Task to carry out: Among the lines below, tally those that hold "roads". Return the number and nothing more.

Recorded information:
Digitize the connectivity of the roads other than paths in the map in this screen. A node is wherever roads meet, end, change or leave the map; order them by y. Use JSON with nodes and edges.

--

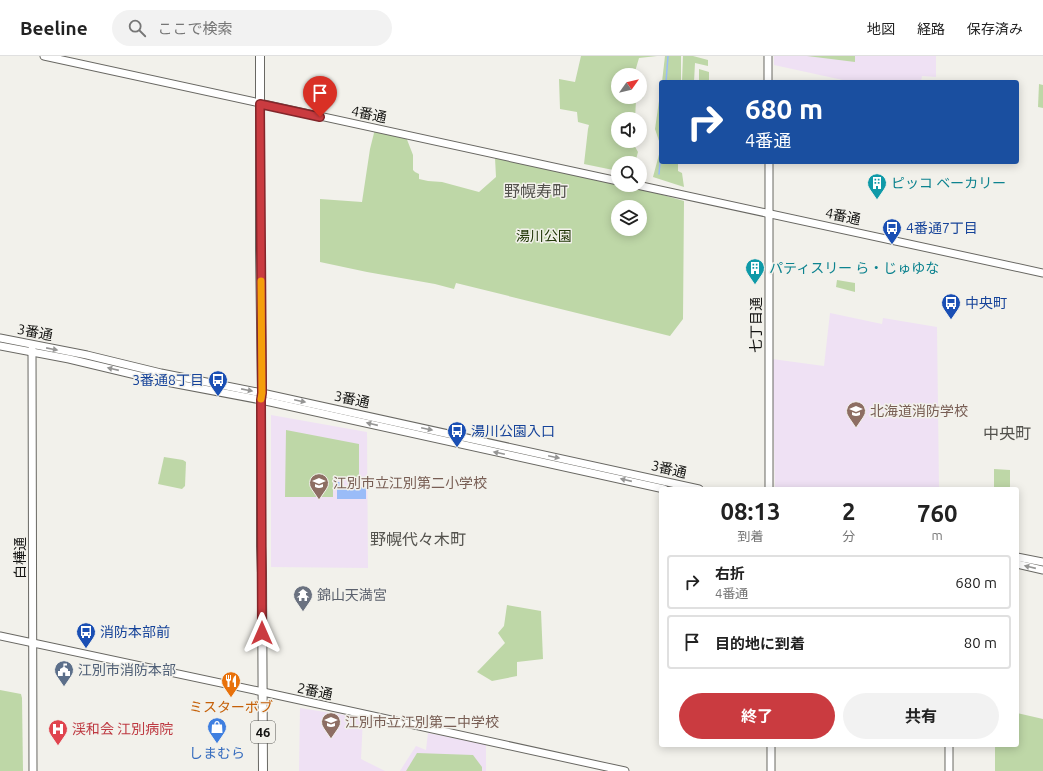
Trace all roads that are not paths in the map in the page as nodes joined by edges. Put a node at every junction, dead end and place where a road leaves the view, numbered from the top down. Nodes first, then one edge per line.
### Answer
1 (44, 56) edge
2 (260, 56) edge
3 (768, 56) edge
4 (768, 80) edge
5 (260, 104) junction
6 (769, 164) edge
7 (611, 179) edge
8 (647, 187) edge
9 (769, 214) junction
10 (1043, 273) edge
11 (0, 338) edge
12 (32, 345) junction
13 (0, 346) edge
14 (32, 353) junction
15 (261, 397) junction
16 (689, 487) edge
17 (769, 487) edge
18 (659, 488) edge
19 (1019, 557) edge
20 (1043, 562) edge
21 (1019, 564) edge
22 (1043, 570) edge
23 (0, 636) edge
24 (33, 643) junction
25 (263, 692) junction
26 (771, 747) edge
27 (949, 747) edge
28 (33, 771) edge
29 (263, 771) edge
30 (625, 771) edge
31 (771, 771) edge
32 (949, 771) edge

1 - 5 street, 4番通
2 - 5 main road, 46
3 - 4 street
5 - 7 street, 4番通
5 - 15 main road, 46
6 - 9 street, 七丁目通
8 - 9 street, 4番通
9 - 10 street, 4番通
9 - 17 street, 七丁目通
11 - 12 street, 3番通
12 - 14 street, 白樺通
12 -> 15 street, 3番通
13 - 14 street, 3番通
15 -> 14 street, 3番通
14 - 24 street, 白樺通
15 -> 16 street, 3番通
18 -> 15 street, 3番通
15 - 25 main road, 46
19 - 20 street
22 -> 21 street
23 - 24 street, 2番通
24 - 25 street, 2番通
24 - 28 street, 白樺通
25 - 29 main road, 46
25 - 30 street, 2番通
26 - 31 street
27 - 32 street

Response area: 2